The unemployment rate has topped 10% for the first time in a
quarter-century. More than one in six adults are unemployed or
underemployed, the most since the Great Depression.
By any measure this is troubling, but the long-term effects of
unemployment are more devastating than most Americans grasp. Economists
warn that high unemployment may persist for years.
Misery, it turns out, doesn't love company. Distressing new research
shows that unemployment fosters social isolation not just for the
unemployed but also for their still-employed neighbors. Moreover, the
negative consequences last much longer than the unemployment itself.
Policymakers have focused on short-term help for the jobless, but they
must address these longer-term community effects, too.
Impact studied
Recent studies confirm the results of research during the Great
Depression— unemployment badly frays a person's ties with his
community, sometimes permanently. After careful analysis of 20 years of
monthly surveys tracking Americans' social and political habits, our
colleague Chaeyoon Lim of the University of Wisconsin has found that
unemployed Americans are significantly less involved in their
communities than their employed demographic twins. The jobless are less
likely to vote, petition, march, write letters to editors, or even
volunteer. They attend fewer meetings and serve less frequently as
leaders in local organizations. Moreover, sociologist Cristobal Young's
research finds that the unemployed spend most of their increased free
time alone.
These negative social consequences outlast the unemployment itself.
Tracking Wisconsin 1957 high school graduates, sociologists Jennie
Brand and Sarah Burgard found that in contrast to comparable classmates
who were never unemployed, graduates who lost jobs, even briefly and
early in their careers, joined community groups less and volunteered considerably less over their entire lives.
And economist Andrew Clark, psychologist Richard Lucas and others found
that, unlike almost any other traumatic life event, joblessness results
in permanently lower levels of life satisfaction, even if the jobless later find jobs.
Equally disturbing, high unemployment rates reduce the social and
civic involvement even of those still employed. Lim has found that
Americans with jobs who live in states with high unemployment are less
civically engaged than workers elsewhere. In fact, most of the civic
decay in hard-hit communities is likely due not to the jobless dropping
out, but to their still-employed neighbors dropping out.
Moreover, beyond civic disengagement, places with higher joblessness
have more pervasive violence and crimes against property. They have
more fragile families with harsher parenting, and higher rates of
mental disorder and psychological distress among both the unemployed
and the employed. These social consequences are a powerful aftershock
to communities already reeling economically.
What might explain the civic withdrawal during recessions? The
jobless shun socializing, shamed that their work was deemed expendable.

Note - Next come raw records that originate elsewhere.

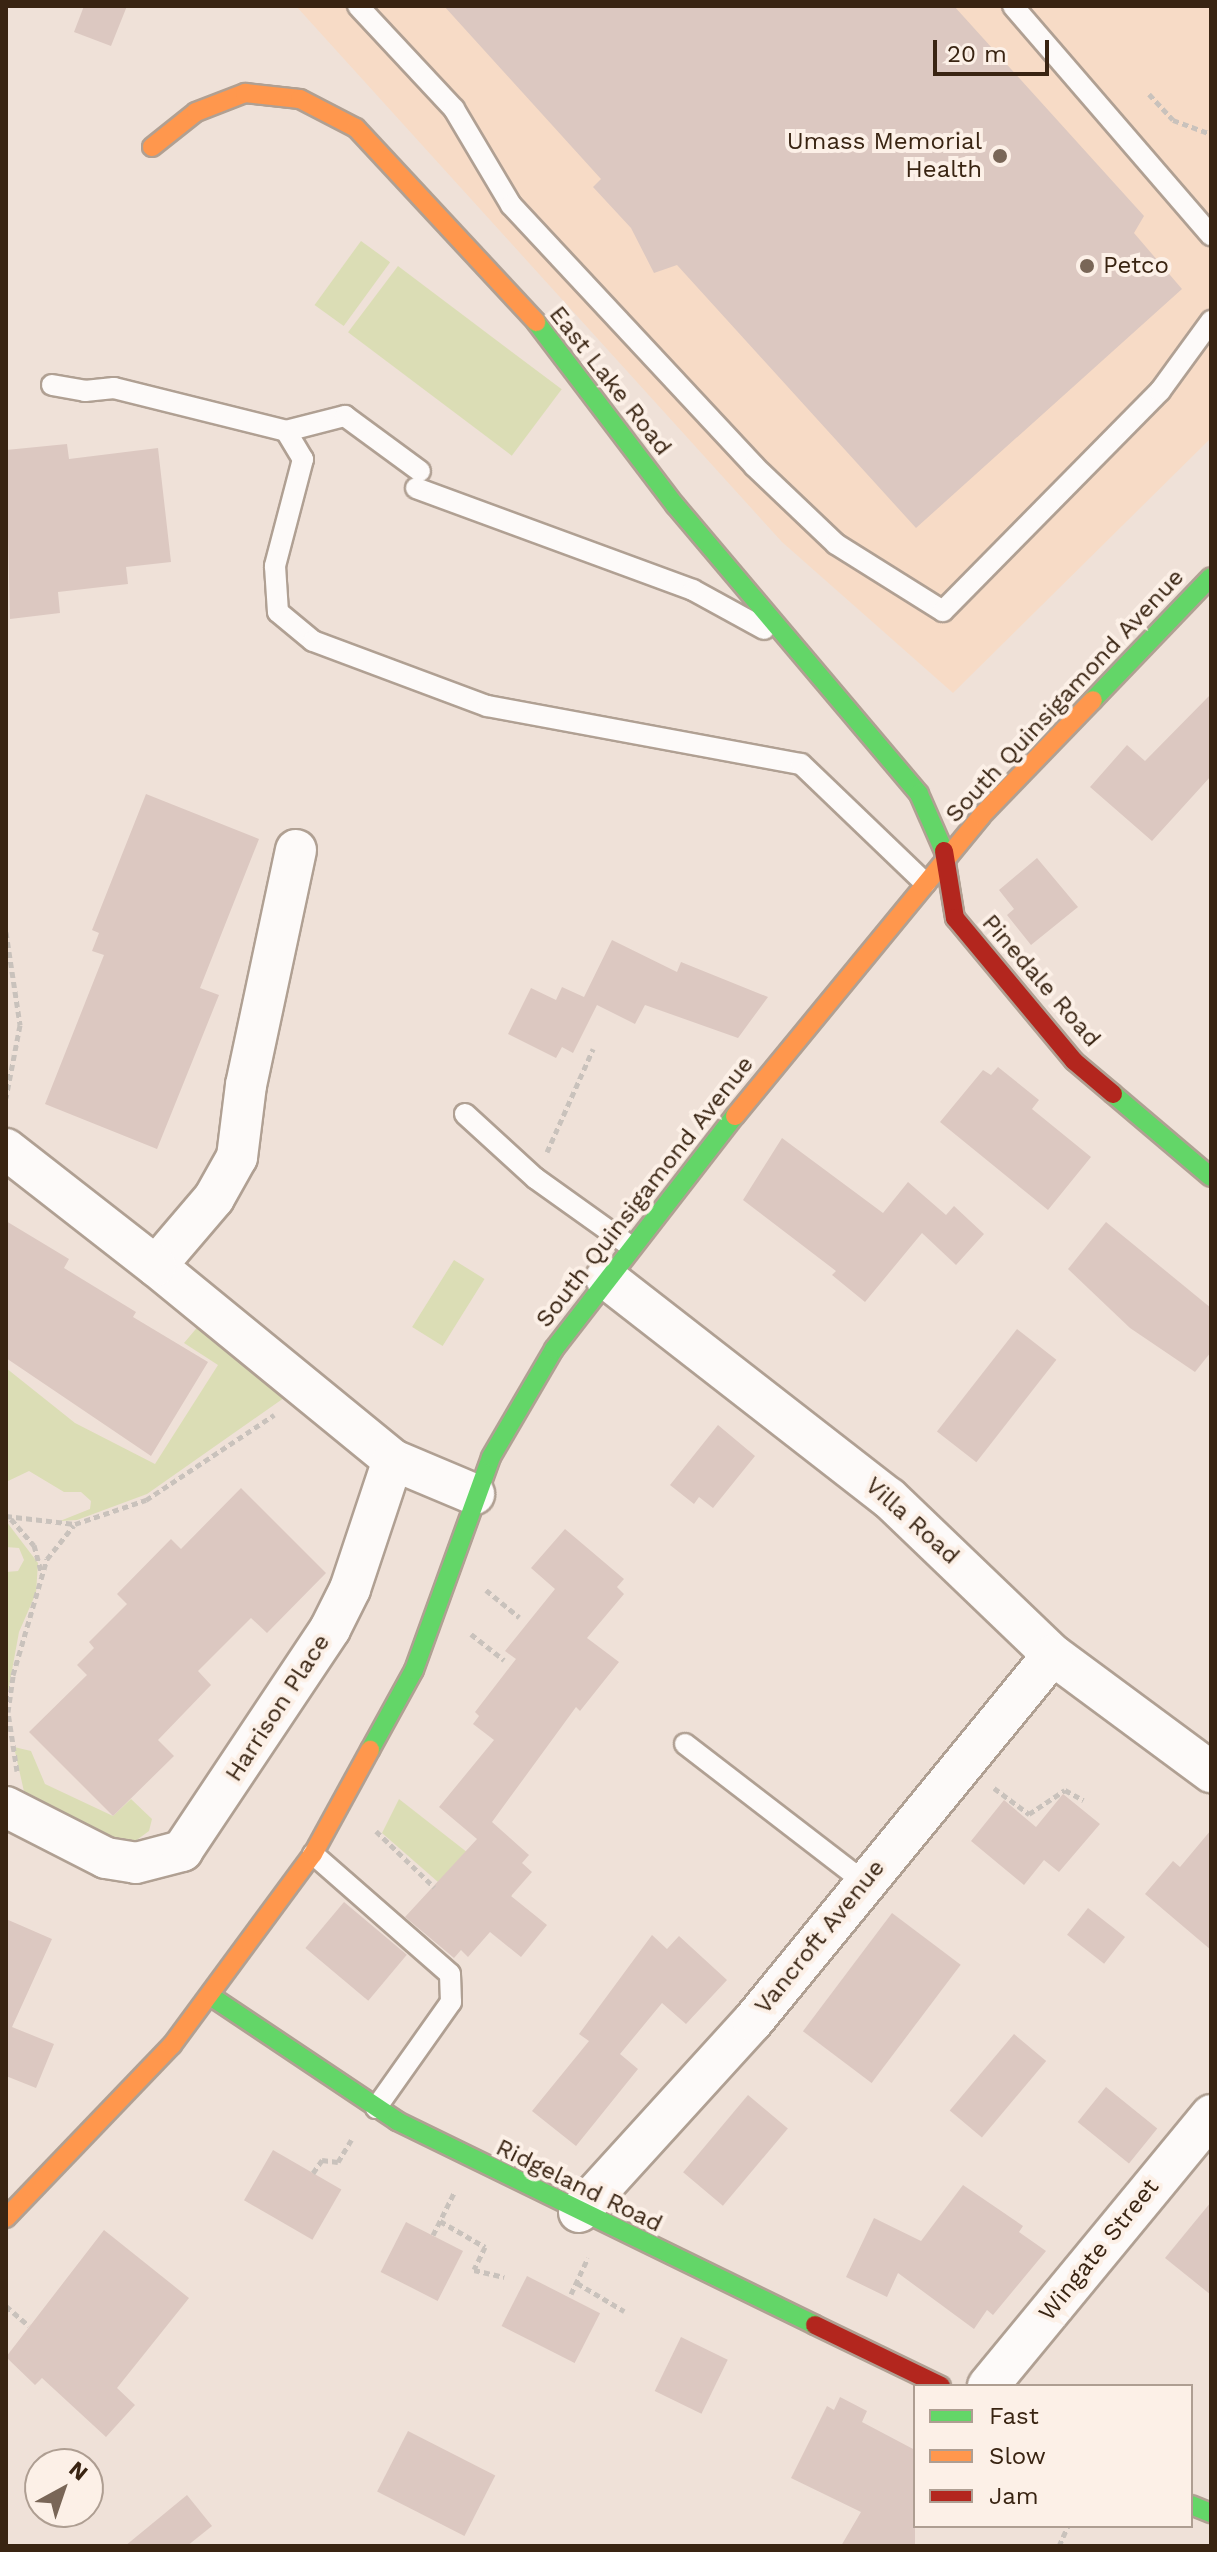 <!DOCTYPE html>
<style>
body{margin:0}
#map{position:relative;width:1217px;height:2552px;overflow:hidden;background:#efe1d8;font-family:"Work Sans",sans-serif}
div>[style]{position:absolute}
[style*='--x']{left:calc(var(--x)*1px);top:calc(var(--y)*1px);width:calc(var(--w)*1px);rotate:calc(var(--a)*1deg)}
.built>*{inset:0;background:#f7dbc6}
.green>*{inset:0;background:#dbddb5;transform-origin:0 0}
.building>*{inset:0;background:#dcc8c1;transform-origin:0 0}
.path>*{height:5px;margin-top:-2.5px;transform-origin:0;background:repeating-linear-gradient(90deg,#c9c2bc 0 6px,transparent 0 10px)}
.roads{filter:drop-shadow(2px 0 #b0a093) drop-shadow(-2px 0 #b0a093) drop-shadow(0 2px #b0a093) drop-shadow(0 -2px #b0a093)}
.lane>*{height:20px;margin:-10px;padding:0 10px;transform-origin:10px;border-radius:10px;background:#fdfaf9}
.street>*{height:40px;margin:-20px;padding:0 20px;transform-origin:20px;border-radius:20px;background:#fdfaf9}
.fast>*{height:18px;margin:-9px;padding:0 9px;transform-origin:9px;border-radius:9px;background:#63d668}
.slow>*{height:18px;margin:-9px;padding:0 9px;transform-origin:9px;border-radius:9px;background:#ff974d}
.jam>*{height:18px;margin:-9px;padding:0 9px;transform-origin:9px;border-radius:9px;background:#b3261e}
.dots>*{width:22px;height:22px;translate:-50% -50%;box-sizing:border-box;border:4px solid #fcf0e7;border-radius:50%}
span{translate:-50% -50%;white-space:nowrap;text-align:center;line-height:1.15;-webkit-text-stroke:8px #fcf0e7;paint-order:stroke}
.poi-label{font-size:24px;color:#392412}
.right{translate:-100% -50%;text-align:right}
.left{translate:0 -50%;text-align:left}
.street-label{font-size:24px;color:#392412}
.frame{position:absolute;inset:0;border:8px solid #392412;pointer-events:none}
.legend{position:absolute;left:913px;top:2384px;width:280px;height:144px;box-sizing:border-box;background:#fcf0e7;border:2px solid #ae9e92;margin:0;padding:10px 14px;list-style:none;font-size:24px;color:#392412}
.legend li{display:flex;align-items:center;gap:16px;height:40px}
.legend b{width:40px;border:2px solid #ae9e92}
.north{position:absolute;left:24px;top:2448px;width:80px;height:80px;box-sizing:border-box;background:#fcf0e7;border:2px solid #ae9e92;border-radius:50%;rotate:40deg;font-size:22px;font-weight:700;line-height:32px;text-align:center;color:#392412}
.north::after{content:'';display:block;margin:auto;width:28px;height:36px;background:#796657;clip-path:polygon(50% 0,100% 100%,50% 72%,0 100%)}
.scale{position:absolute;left:933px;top:40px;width:116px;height:36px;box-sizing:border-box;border:4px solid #392412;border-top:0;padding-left:10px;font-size:24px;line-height:28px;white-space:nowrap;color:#392412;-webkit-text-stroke:6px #fcf0e7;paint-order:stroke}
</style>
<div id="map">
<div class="built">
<i style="clip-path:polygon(296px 6px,1211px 6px,1211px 438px,953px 693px,782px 542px)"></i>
</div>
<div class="green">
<i style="left:361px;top:241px;width:36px;height:79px;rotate:36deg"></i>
<i style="left:398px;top:266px;width:205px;height:83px;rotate:37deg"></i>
<i style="left:454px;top:1260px;width:36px;height:79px;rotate:32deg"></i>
<i style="clip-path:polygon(206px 1317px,291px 1393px,147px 1494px,77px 1520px,60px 1521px,90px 1509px,91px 1501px,81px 1492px,64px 1492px,29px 1471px,6px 1482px,6px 1368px,75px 1423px,155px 1464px,218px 1365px,184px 1343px)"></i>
<i style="clip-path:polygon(6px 1521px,38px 1563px,36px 1593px,19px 1632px,6px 1703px,6px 1572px,18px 1571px,24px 1560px,19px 1548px,6px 1547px)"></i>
<i style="clip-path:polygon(14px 1747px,31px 1751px,45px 1784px,113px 1816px,131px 1799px,152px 1819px,149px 1831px,134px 1842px,112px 1843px,25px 1796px)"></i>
<i style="clip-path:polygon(399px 1799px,486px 1867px,512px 1895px,506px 1904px,438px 1882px,382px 1833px)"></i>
</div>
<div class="building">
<i style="clip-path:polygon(84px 6px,127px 6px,111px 46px,74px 32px)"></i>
<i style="clip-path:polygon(444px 6px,954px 6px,1144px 216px,1134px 233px,1182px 289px,916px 528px,677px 265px,654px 273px,631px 228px,593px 187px,601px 179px)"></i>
<i style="clip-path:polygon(67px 444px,69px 459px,158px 448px,171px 562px,126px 567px,128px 584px,58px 592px,60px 613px,10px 619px,6px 450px)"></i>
<i style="clip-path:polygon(1211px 694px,1211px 776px,1152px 841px,1090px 787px,1127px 745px,1145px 761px)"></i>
<i style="clip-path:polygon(146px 794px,259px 839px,200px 988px,219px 995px,157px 1149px,45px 1104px,104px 955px,92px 951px,99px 933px,92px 930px)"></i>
<i style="clip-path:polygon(1037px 858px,1078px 907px,1031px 945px,1007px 915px,1014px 909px,999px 890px)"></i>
<i style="clip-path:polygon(612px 940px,677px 972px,681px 962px,768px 997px,738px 1038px,645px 1005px,635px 1024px,597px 1005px,573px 1053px,562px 1047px,556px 1058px,508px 1034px,531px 988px,556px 1000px,562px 987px,584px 997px)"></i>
<i style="clip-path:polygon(998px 1067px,1039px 1100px,1032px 1109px,1091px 1157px,1048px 1210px,940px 1122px,983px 1070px,991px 1075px)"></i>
<i style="clip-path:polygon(782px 1138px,883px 1213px,908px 1182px,946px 1215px,954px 1206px,984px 1234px,956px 1265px,922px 1233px,865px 1302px,832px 1275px,836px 1271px,743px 1200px)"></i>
<i style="clip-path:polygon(6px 1221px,69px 1259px,64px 1268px,136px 1312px,133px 1317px,208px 1362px,151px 1456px,6px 1358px)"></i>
<i style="clip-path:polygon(1106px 1222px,1211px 1308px,1211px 1352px,1195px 1372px,1130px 1328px,1068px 1269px)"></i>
<i style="left:1017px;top:1329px;width:50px;height:130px;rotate:38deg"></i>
<i style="clip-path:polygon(718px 1425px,755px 1456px,713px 1508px,699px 1497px,694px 1504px,670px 1485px)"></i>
<i style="clip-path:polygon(241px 1488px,326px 1573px,267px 1633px,251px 1618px,198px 1671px,211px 1685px,158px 1740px,174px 1756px,113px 1816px,29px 1732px,87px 1675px,77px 1665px,94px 1648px,89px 1642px,127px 1604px,117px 1594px,171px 1539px,181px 1549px)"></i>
<i style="clip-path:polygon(565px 1529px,624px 1579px,617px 1587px,624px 1594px,587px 1638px,619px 1662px,580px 1711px,576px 1707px,492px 1822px,529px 1855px,522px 1863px,532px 1872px,511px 1896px,547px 1925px,521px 1957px,490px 1932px,468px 1957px,461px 1950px,454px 1958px,405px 1917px,477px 1839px,439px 1807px,494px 1740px,473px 1724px,479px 1716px,475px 1712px,516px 1659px,505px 1651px,555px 1589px,531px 1568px)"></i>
<i style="clip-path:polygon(1063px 1794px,1100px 1824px,1059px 1872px,1044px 1860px,1024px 1885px,971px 1841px,1004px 1800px,1036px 1827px)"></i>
<i style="clip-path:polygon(1211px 1830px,1211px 1950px,1145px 1894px,1173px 1861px,1180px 1867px)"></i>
<i style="left:344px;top:1902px;width:82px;height:60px;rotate:40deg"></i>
<i style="left:1088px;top:1908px;width:47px;height:34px;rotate:38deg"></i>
<i style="left:892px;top:1913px;width:86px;height:148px;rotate:37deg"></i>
<i style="clip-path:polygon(6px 1919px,52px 1939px,12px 2027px,54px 2044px,36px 2088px,6px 2076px)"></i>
<i style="clip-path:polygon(652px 1935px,667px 1949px,679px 1936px,727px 1980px,686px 2024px,662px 2003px,620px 2054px,638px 2069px,576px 2146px,532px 2111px,589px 2041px,579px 2034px)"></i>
<i style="left:1014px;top:2034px;width:42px;height:100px;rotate:40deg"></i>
<i style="left:1106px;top:2087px;width:66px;height:45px;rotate:39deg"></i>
<i style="left:748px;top:2095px;width:52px;height:101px;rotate:40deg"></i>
<i style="left:273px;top:2150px;width:79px;height:58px;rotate:30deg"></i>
<i style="clip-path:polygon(963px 2185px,1023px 2226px,1019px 2232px,1046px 2251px,993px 2315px,987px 2310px,974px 2329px,898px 2273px,887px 2297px,846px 2277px,874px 2218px,921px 2241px)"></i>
<i style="clip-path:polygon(1211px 2202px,1211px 2295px,1165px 2258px)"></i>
<i style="left:406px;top:2222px;width:64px;height:56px;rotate:27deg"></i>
<i style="clip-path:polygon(104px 2230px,189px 2298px,117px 2388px,135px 2405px,106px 2437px,42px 2378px,35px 2385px,6px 2357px)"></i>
<i style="left:527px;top:2276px;width:82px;height:56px;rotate:27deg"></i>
<i style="left:681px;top:2337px;width:52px;height:60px;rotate:26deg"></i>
<i style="clip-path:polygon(840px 2397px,867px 2411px,862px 2422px,915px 2450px,915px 2546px,841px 2546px,861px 2512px,791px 2478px,827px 2406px,834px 2410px)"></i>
<i style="left:408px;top:2431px;width:98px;height:68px;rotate:27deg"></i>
<i style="clip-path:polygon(187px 2495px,212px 2526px,187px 2546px,125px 2546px)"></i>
</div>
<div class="path">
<i style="--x:1149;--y:94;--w:35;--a:47"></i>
<i style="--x:1173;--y:120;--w:40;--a:20.2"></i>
<i style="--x:6;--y:932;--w:94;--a:81.4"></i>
<i style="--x:20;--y:1025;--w:74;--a:100.9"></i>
<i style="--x:547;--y:1152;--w:113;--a:-65.9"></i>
<i style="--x:6;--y:1516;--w:69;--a:6.6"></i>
<i style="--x:75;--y:1524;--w:75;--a:-18.7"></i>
<i style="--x:146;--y:1500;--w:154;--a:-33.6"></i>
<i style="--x:11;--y:1519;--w:35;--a:49"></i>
<i style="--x:34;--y:1545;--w:31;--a:75"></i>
<i style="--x:486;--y:1590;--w:43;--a:39.3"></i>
<i style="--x:471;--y:1634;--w:42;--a:38.2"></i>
<i style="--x:17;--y:1771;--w:60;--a:-98.7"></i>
<i style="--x:8;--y:1712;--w:37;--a:-82"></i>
<i style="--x:13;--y:1675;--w:121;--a:-73.7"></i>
<i style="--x:47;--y:1559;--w:43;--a:-51.5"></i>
<i style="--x:994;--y:1788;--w:44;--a:36.6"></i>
<i style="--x:1029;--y:1814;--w:43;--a:-33.7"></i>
<i style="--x:1065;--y:1790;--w:21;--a:29"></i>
<i style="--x:376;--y:1831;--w:81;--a:44"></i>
<i style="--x:313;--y:2173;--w:16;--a:-55"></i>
<i style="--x:322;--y:2160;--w:16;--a:7"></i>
<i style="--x:338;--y:2162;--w:26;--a:-59"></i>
<i style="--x:440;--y:2221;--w:52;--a:30"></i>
<i style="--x:485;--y:2247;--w:25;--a:116"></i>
<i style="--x:474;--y:2270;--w:31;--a:13"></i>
<i style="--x:433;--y:2235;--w:47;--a:-63.4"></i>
<i style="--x:577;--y:2283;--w:55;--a:30.8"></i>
<i style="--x:571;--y:2294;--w:40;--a:-65"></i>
<i style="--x:6;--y:2306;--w:30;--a:41"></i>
<i style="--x:1059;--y:2546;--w:22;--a:-66"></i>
</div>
<div class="roads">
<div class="lane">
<i style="--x:358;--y:6;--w:141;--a:47"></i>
<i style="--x:454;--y:109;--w:112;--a:59.3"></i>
<i style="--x:511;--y:205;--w:357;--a:47"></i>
<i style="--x:754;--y:466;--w:113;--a:43.6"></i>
<i style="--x:836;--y:544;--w:126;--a:32.1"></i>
<i style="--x:943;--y:611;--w:309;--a:-45.4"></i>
<i style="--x:1160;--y:391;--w:87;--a:-53.9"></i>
<i style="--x:1013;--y:6;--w:303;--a:49.2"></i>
<i style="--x:52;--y:385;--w:34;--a:10"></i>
<i style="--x:85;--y:391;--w:29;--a:-6"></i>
<i style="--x:114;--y:388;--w:177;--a:14"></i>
<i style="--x:286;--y:431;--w:33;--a:59"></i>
<i style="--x:303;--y:459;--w:111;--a:104.7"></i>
<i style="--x:275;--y:566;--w:46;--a:86.3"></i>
<i style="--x:278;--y:612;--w:45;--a:39.6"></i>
<i style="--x:313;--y:641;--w:186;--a:20.5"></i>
<i style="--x:487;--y:706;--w:319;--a:10.5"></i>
<i style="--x:801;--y:764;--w:172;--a:43.8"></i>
<i style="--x:286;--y:431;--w:61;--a:-14.3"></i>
<i style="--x:345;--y:416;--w:93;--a:36.3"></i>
<i style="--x:416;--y:488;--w:295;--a:20.2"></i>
<i style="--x:693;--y:590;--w:81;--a:28.8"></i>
<i style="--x:465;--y:1114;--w:95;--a:42.4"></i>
<i style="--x:535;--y:1178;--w:115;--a:35.5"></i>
<i style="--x:685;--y:1744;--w:226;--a:37.6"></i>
<i style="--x:313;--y:1854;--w:182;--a:41.2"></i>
<i style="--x:450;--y:1974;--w:28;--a:88"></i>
<i style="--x:451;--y:2002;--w:130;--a:125.3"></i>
</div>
<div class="street">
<i style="--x:296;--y:850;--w:240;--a:102"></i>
<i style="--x:246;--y:1085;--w:73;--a:97.1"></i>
<i style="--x:237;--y:1157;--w:47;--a:119.3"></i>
<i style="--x:214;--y:1198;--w:89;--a:130.5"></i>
<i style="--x:156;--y:1266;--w:306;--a:39.3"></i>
<i style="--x:393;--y:1460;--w:88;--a:22.8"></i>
<i style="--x:6;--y:1149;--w:190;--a:38"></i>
<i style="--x:606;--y:1278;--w:358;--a:37.9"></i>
<i style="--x:889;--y:1498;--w:227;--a:43.8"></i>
<i style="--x:1053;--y:1655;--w:197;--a:36.5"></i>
<i style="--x:6;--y:1807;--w:112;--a:27"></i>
<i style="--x:106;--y:1858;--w:30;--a:9"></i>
<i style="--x:136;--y:1863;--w:48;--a:-14.6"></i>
<i style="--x:182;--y:1851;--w:267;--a:-56.3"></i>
<i style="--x:330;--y:1629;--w:45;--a:-63.4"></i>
<i style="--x:350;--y:1589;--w:136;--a:-71.6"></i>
<i style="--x:579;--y:2212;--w:258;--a:-47.7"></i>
<i style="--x:753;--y:2021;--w:473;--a:-50.7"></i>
<i style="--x:988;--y:2386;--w:351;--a:-50.5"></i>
</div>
<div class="fast">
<i style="--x:536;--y:322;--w:230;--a:52.8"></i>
<i style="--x:675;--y:505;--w:378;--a:49.8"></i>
<i style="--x:919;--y:794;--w:62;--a:66.3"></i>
<i style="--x:1093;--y:700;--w:170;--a:-46.2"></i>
<i style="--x:1113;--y:1094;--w:128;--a:40.3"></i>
<i style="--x:370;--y:1750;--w:91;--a:-61.2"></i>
<i style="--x:414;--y:1670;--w:226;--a:-70.1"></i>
<i style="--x:491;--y:1457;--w:125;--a:-59.7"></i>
<i style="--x:554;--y:1349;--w:295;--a:-52.2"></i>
<i style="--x:212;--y:1997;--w:223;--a:33.8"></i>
<i style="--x:397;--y:2121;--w:465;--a:26"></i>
<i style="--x:1191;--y:2505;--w:22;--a:22"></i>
</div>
<div class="slow">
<i style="--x:152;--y:147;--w:56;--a:-38.5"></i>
<i style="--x:196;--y:112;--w:53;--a:-21.2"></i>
<i style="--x:245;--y:93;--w:55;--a:6.2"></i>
<i style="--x:300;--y:99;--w:63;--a:27.4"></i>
<i style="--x:356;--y:128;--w:265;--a:47.1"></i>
<i style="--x:735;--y:1116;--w:388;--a:-50.6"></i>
<i style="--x:981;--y:816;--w:161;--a:-46"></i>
<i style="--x:6;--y:2218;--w:240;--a:-46.2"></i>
<i style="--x:172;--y:2045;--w:237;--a:-53.6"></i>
<i style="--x:313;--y:1854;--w:119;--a:-61.3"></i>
</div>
<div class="jam">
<i style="--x:944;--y:851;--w:68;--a:80.7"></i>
<i style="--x:955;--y:918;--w:186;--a:50.2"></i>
<i style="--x:1074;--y:1061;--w:51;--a:40.2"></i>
<i style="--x:815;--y:2325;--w:140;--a:25.8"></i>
</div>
</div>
<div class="dots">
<i style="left:1000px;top:156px;background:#796657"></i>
<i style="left:1087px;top:266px;background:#796657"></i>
</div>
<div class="poi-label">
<span class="right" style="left:982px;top:156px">Umass Memorial<br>Health</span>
<span class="left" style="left:1103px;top:266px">Petco</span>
</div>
<div class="street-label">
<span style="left:610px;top:381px;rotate:52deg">East Lake Road</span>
<span style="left:1065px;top:696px;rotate:-47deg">South Quinsigamond Avenue</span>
<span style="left:1041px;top:981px;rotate:49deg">Pinedale Road</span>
<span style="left:645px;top:1192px;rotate:-52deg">South Quinsigamond Avenue</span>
<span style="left:912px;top:1521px;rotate:42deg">Villa Road</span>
<span style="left:278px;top:1708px;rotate:-57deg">Harrison Place</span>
<span style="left:820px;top:1937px;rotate:-51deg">Vancroft Avenue</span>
<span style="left:579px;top:2186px;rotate:26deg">Ridgeland Road</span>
<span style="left:1099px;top:2250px;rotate:-51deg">Wingate Street</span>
</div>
<div class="frame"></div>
<ul class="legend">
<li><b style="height:10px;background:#63d668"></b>Fast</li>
<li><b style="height:10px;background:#ff974d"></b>Slow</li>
<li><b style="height:10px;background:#b3261e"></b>Jam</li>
</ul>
<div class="north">N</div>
<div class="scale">20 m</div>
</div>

Economic depression breeds psychological depression. The unemployed may
feel that their employer has broken an implicit social contract,
deflating any impulse to help others. Where unemployment is high, those
still hanging onto their jobs might work harder for fear of further
layoffs, thus crowding out time for civic engagement. Above all, in
afflicted communities, the contagion of psychic depression and social
isolation spreads more rapidly than joblessness itself.
What to do?
The lasting social consequences of unemployment demand remedy. President Obama has extended individual unemployment benefits.These
new findings call for special aid to communities with high and
persistent unemployment. Government and business should ensure that
unemployment is a last cost-cutting move, not the first.
Millions of employed Americans are silently thankful that the sword
of Damocles has not yet fallen on them. Meanwhile, they and their
leaders overlook the fact that unemployment is causing long-run social
disintegration in their communities. Albert Camus was right: “Without work, all life goes rotten.”
Thomas H. Sander is executive director of the Saguaro Seminar: Civic Engagement in America, at Harvard Kennedy School. Robert
D. Putnam is Peter & Isabel Malkin Professor of Public Policy at
Harvard Kennedy School and co-author of the forthcoming American Grace: The Changing Role of Religion in America.